Cerca de três em cada dez idosos que vivem em lares das misericórdias sofrem de demência e 80% têm “deterioração cognitiva”, revela um estudo elaborado pela União das Misericórdias Portuguesas (UMP) e que esta sexta-feira foi apresentado em Fátima. São dados ainda preliminares de um trabalho em 23 lares que provam que “não basta dar apoio social a estas pessoas, elas necessitam também de cuidados de saúde e fármacos que permitam atrasar a evolução da demência”, defende o médico Manuel Caldas de Almeida, que coordenou o estudo.
Um ano depois de ter sido lançada, a investigação exploratória que está incluída num projecto mais vasto denominado VIDAS (Valorização e Inovação em Demências) permitiu perceber que é igualmente muito elevado – cerca de 70% – o número de idosos com “fragilidade geriátrica”. “São pessoas com idades superiores a 85 anos, com várias patologias e com dependências funcionais, como a necessidade de apoio para tomar banho e vestir”, explica Caldas de Almeida, que é o responsável pela área de cuidados continuados na UMP .
Nas 23 estruturas residenciais, o estudo permitiu avaliar 1500 idosos para determinar o grau e a taxa de demência (este termo abrange um grupo alargado de doenças que provocam um declínio progressivo, sendo a de Alzheimer a mais prevalente e conhecida). Um grupo de psicólogos aplicou uma bateria de testes e alguns dos diagnósticos foram aleatoriamente confirmados por neurologistas. Os dados ainda estão a ser trabalhados, mas Caldas de Almeida adiantou à Lusa que a taxa de demências é superior a 30%.
Este projecto começou a ser idealizado pelos responsáveis da UMP quando perceberam que o problema estava a assumir uma dimensão impressionante nos seus 391 lares de idosos e quatro centenas de serviços de apoio domiciliário. “Passámos de 6% de demências nos lares, no final dos anos 90, para entre 25 e 30% actualmente, e a nossa projecção é que vamos chegar aos 50% nos próximos anos”, contabilizava há um ano Caldas de Almeida ao PÚBLICO. O estudo agora apresentado veio provar que estas projecções eram acertadas.

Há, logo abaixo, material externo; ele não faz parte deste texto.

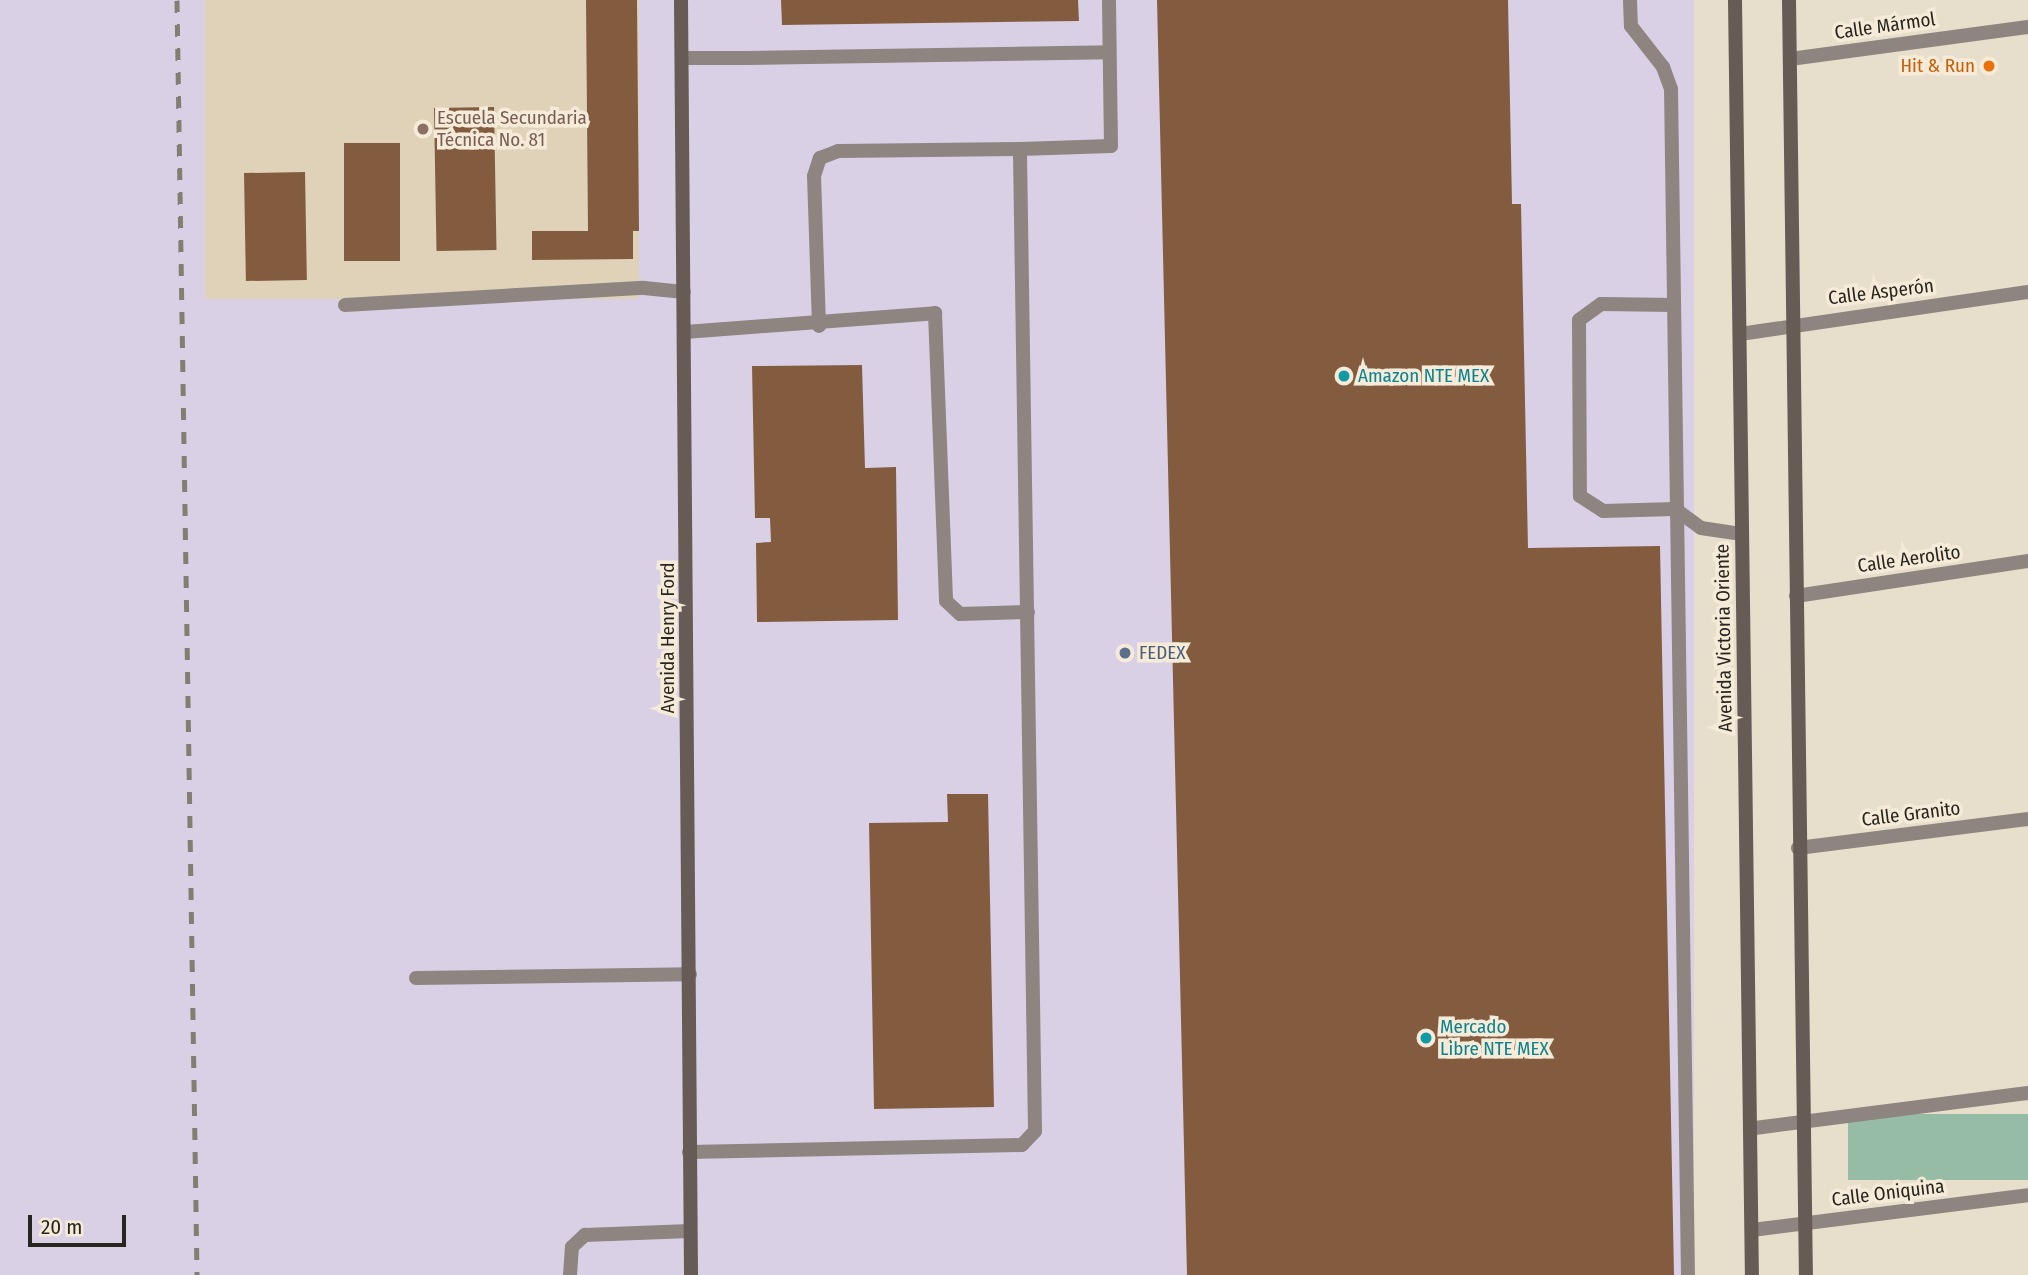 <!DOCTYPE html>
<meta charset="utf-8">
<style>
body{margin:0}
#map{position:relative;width:2028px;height:1275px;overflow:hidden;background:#e7decb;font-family:"Fira Sans Condensed",sans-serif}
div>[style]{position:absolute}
.industrial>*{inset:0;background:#d9d0e6;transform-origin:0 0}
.built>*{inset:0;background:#dfd2b9;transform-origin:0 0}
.green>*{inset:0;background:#96bca6;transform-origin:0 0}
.building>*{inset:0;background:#835c40;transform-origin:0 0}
.lane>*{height:14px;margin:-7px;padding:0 7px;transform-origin:7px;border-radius:7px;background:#8e8581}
.street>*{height:14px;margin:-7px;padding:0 7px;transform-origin:7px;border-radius:7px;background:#8e8581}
.secondary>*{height:14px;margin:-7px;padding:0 7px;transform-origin:7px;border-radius:7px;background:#675b55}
.rail>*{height:5px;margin-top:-2.5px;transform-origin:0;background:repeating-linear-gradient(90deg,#847e72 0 12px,transparent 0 24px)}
.dots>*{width:19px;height:19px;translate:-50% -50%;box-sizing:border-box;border:4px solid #f5ebd8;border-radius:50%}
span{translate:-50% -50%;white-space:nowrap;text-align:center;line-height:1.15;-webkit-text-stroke:7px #f5ebd8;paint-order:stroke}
.street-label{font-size:19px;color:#29261f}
.food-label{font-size:19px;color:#c56008}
.right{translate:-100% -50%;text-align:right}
.education-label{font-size:19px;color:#785e54}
.left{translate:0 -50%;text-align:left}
.culture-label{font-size:19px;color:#0d838f}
.service-label{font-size:19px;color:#4e5e75}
.scale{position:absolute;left:28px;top:1215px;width:98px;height:32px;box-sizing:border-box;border:4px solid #29261f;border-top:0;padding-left:9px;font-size:21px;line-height:24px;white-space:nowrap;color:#29261f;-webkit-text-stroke:5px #f5ebd8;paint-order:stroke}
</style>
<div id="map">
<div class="industrial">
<div style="left:0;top:0;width:1694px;height:1275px"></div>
</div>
<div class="built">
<div style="left:205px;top:0;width:434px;height:299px"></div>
</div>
<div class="green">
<div style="left:2028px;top:1114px;width:66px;height:180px;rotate:90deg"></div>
</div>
<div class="building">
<div style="clip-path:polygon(586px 0,637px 0,639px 231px,633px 231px,633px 259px,532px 260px,532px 231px,588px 231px)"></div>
<div style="clip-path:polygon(781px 0,1078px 0,1079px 21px,782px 25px)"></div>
<div style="clip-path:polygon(1157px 0,1508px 0,1512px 204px,1521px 204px,1528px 548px,1660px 546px,1674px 1275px,1187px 1275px)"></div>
<div style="left:494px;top:107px;width:143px;height:60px;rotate:89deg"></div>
<div style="left:344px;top:143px;width:56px;height:118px"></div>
<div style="left:305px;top:172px;width:108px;height:61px;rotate:89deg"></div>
<div style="clip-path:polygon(862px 365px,865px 468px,896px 467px,898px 620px,757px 622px,756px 543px,771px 542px,770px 518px,755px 518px,752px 366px)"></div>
<div style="clip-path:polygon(947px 794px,988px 794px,994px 1107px,874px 1109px,869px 823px,948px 822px)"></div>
</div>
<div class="lane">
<div style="left:1630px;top:0;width:26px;rotate:88deg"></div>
<div style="left:1631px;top:26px;width:52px;rotate:52deg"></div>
<div style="left:1663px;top:67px;width:23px;rotate:70deg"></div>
<div style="left:1671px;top:89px;width:1186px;rotate:89.18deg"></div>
<div style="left:682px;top:58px;width:64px"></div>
<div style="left:345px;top:305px;width:299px;rotate:-3.3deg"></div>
<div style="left:644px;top:288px;width:40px;rotate:5.7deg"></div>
<div style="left:1674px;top:305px;width:73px;rotate:-179.2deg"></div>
<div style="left:1601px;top:304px;width:27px;rotate:144deg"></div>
<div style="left:1579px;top:320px;width:176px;rotate:89.7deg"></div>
<div style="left:1580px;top:496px;width:27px;rotate:33deg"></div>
<div style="left:1603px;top:511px;width:72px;rotate:-1.6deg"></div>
<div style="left:1675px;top:509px;width:32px;rotate:36deg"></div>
<div style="left:1701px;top:528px;width:40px;rotate:8.5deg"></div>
<div style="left:819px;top:326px;width:150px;rotate:-91.9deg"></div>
<div style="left:814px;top:176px;width:19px;rotate:-72deg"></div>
<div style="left:820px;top:158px;width:19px;rotate:-21deg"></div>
<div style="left:838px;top:151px;width:182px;rotate:-0.6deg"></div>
<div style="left:685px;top:332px;width:251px;rotate:-4.3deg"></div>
<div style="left:935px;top:313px;width:288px;rotate:87.8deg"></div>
<div style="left:946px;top:601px;width:19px;rotate:43deg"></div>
<div style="left:960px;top:614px;width:68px;rotate:-1.7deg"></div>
<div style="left:416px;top:978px;width:274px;rotate:-0.8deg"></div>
<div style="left:689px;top:1152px;width:333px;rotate:-1.2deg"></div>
<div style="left:1022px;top:1145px;width:19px;rotate:-47deg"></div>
<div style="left:1035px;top:1131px;width:982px;rotate:-90.88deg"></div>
<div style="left:1020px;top:149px;width:91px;rotate:-1.9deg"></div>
<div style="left:1111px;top:146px;width:146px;rotate:-90.8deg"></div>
<div style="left:570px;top:1275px;width:28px;rotate:-86deg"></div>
<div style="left:572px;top:1247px;width:18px;rotate:-43deg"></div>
<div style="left:585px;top:1235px;width:105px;rotate:-2.2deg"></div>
</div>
<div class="street">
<div style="left:746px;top:58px;width:363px;rotate:-0.9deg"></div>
<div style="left:1790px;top:59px;width:240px;rotate:-7.7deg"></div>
<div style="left:1740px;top:334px;width:291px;rotate:-8.3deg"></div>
<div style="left:1796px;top:596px;width:235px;rotate:-8.6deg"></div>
<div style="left:1798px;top:848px;width:232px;rotate:-7.2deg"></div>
<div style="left:1755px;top:1128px;width:275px;rotate:-7.3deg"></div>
<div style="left:1752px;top:1230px;width:278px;rotate:-7.2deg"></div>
</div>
<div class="secondary">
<div style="left:681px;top:0;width:1275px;rotate:89.55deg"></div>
<div style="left:1735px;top:0;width:1275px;rotate:89.24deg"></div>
<div style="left:1789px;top:0;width:1275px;rotate:89.24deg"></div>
</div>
<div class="rail">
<div style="left:177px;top:0;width:1275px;rotate:89.1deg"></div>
</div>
<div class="dots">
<div style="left:1989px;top:66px;background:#e8710a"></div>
<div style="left:423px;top:129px;background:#8d6e63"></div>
<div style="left:1344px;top:376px;background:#0f9aa8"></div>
<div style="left:1125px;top:653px;background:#5c6f8a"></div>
<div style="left:1426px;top:1038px;background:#0f9aa8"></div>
</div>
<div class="street-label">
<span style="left:1885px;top:26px;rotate:-8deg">Calle Mármol</span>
<span style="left:1881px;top:292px;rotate:-7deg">Calle Asperón</span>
<span style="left:1909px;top:559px;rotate:-8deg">Calle Aerolito</span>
<span style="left:668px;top:638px;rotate:-90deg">Avenida Henry Ford</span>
<span style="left:1724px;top:638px;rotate:-91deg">Avenida Victoria Oriente</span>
<span style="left:1911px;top:814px;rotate:-7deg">Calle Granito</span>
<span style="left:1888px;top:1193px;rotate:-7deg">Calle Oniquina</span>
</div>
<div class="food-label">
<span class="right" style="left:1975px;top:66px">Hit &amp; Run</span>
</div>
<div class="education-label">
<span class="left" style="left:437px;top:129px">Escuela Secundaria<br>Técnica No. 81</span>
</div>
<div class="culture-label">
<span class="left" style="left:1358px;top:376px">Amazon NTE MEX</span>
<span class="left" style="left:1440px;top:1038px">Mercado<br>Libre NTE MEX</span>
</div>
<div class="service-label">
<span class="left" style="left:1139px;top:653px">FEDEX</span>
</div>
<div class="scale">20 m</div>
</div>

Se as demências atingem uma taxa elevada, há um problema suplementar, devido à grande heterogeneidade no grupo de pessoas afectadas: muitos idosos estão nas fases iniciais enquanto outros encontram-se já nas fases avançadas da doença. “E estão misturados nos mesmos espaços”, em estruturas que há 10, 20 ou mais anos foram “pensadas para outro tipo de população”, lamenta o médico.
“O perfil das pessoas que estão nos lares mudou. As pessoas, felizmente, hoje ficam em casa até mais tarde, graças ao apoio domiciliário, e as que vivem nos lares estão muito velhas e têm muitas doenças. Já não basta cama, mesa e roupa lavada”, enfatiza.
Um dos problemas é que aquilo que o Estado paga às instituições actualmente não é suficiente para dar resposta a esta mudança de paradigma, diz. Os valores, segundo Caldas de Almeida, “não são actualizados há pelo menos quatro ou cinco anos e os custos aumentam todos os anos”.
Desenhados para dar resposta hoteleira e social (e são apenas essas funções que estão previstas na lei), os lares estão “relativamente bem equipados para a fragilidade geriátrica, mas não estão preparados para a demência”, que coloca questões específicas ao nível da estimulação, da segurança e da vigilância, reforça.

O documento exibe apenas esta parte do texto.